En 2025, la France a enregistré une augmentation marquée du nombre d’arrestations d’étrangers en situation irrégulière, avec presque 192 000 cas signalés, marquant une augmentation notable par rapport à l’année précédente. Malgré cette croissance des interpellations, seulement environ 15 500 cas d’expulsions ont été effectuées, illustrant une disparité remarquable entre le nombre d’arrestations et les expulsions réelles.
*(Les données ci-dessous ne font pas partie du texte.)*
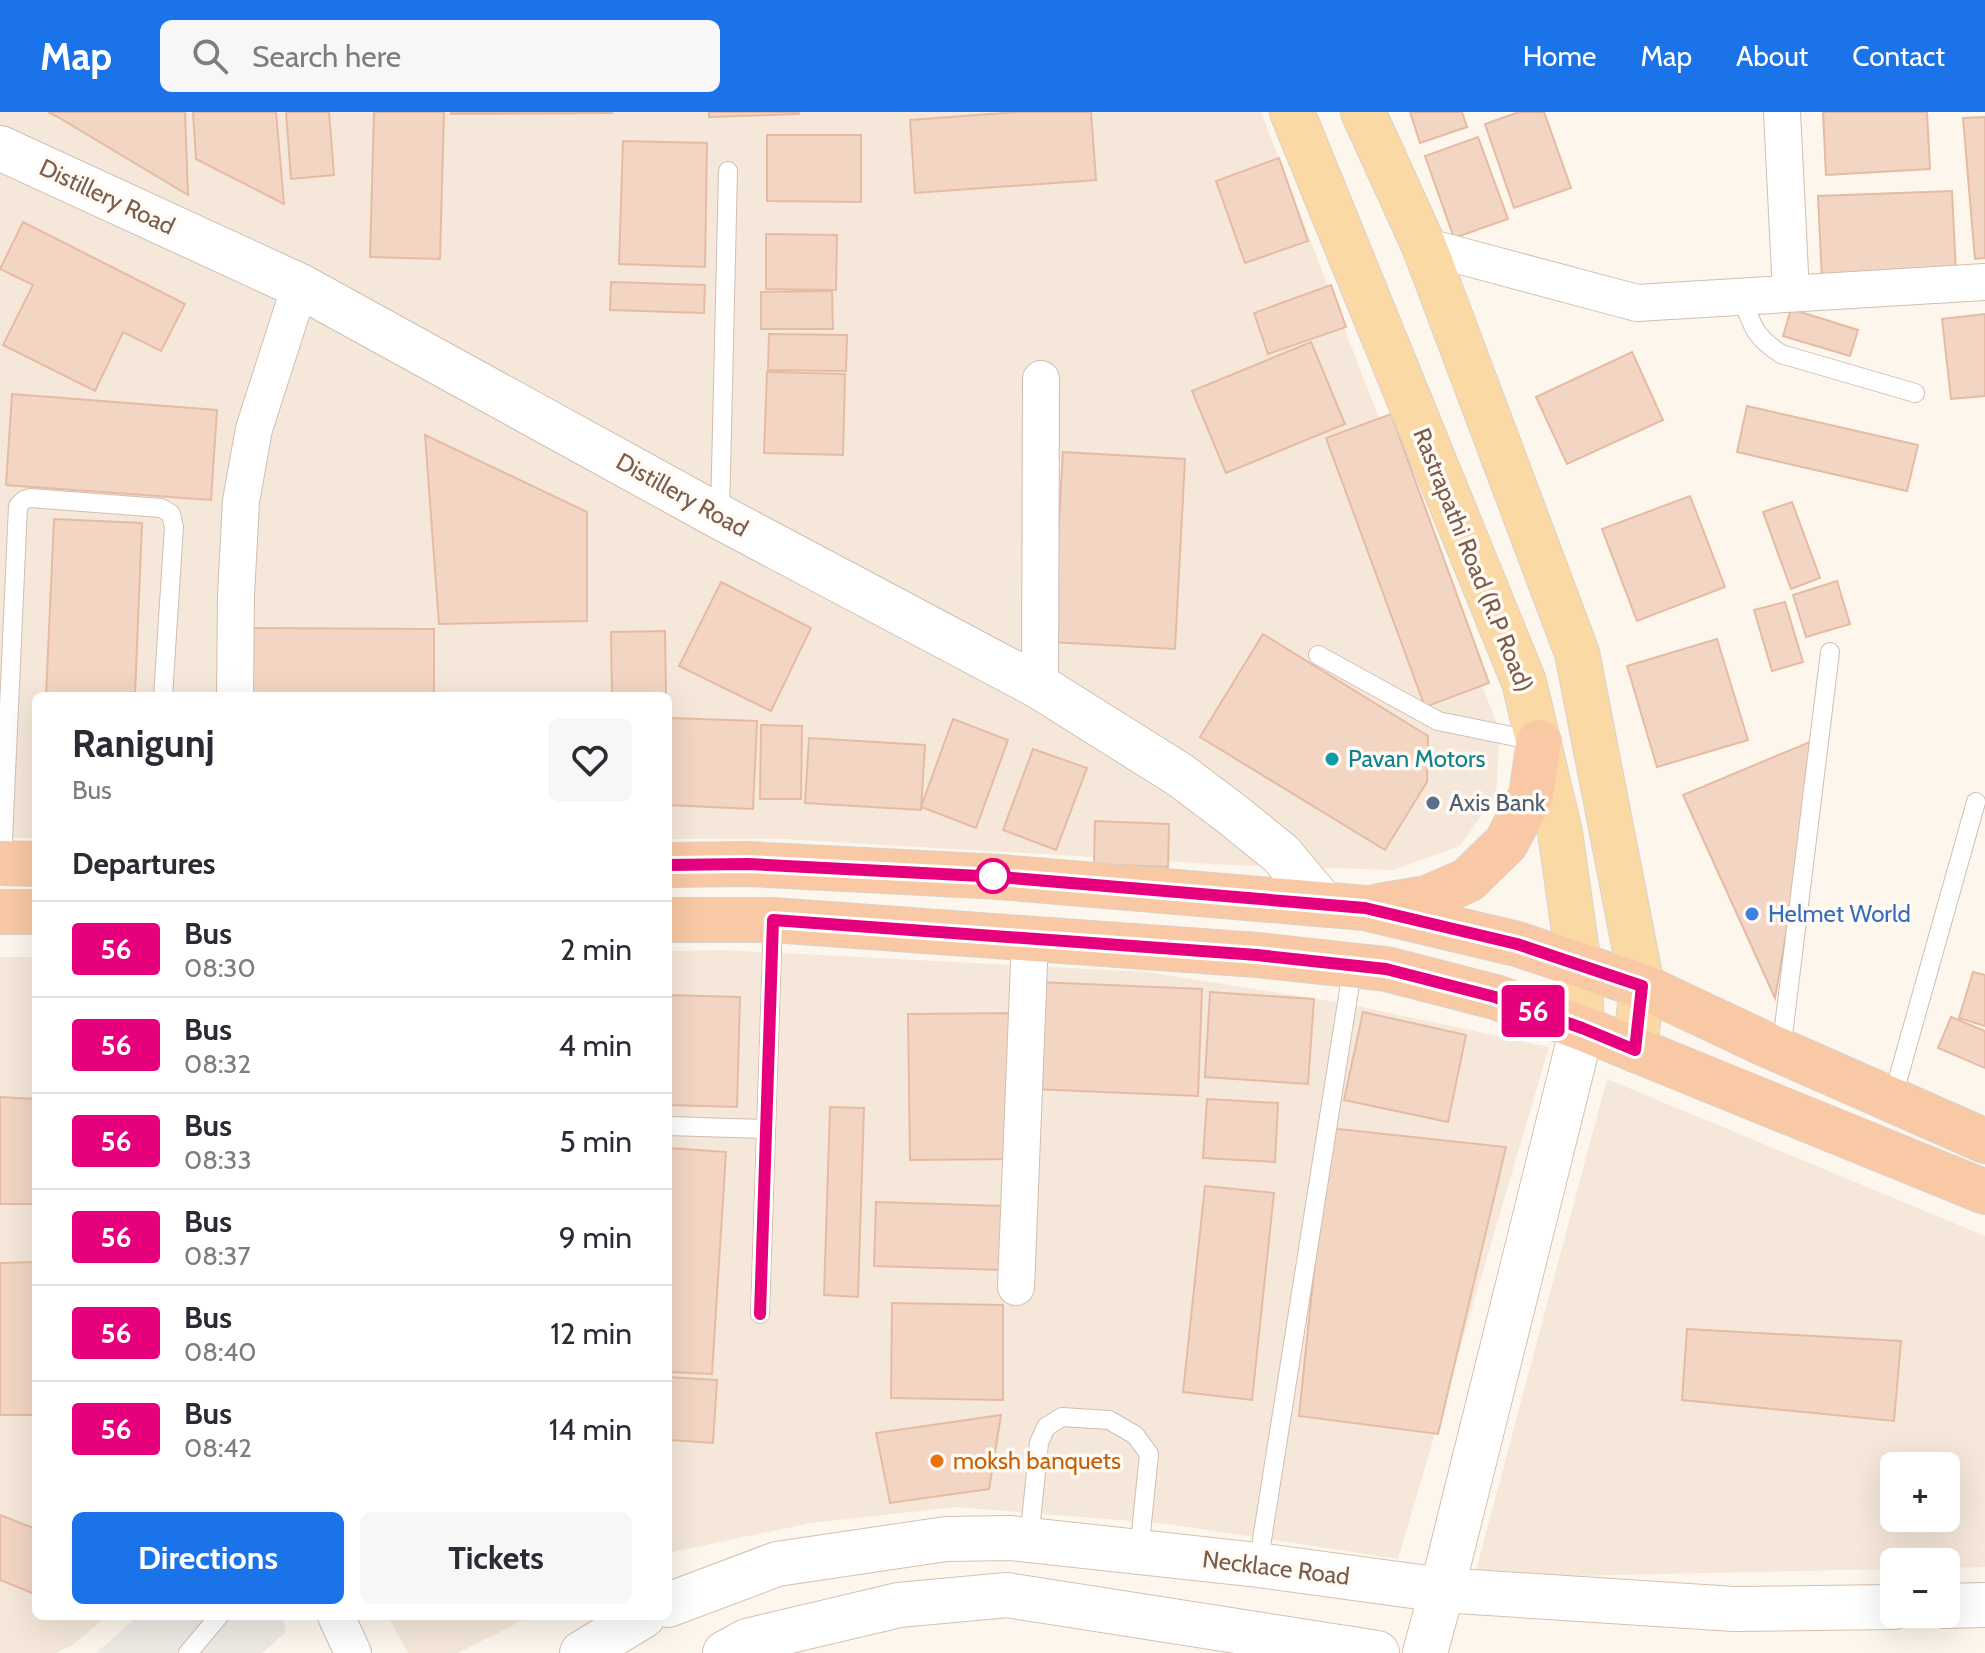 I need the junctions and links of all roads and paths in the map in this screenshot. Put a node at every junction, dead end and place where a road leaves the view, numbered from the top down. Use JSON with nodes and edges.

Développement des interpellations : une perspective d’ensemble
Les données du Ministère de l’Intérieur démontrent que près de 192 000 individus sans autorisations de séjour légal ont été arrêtés en 2025, soit une augmentation de 30,6% par rapport aux 147 000 arrestations documentées en 2024. Auparavant, ces chiffres étaient relativement constants, se situant entre 100 000 et 120 000 interceptions par an au cours de la dernière décennie.
Facteurs contribuant à l’augmentation des arrestations en France
Cette hausse significative des chiffres ne reflète pas forcément une intensification de la politique migratoire française. Selon les autorités, elle est principalement due à des modifications dans les procédures de contrôle, spécialement le long de la frontière franco-italienne. Les ajustements dans les méthodes de surveillance ont mené à une augmentation des interpellations, qui n’a pas nécessairement abouti à plus d’expulsions.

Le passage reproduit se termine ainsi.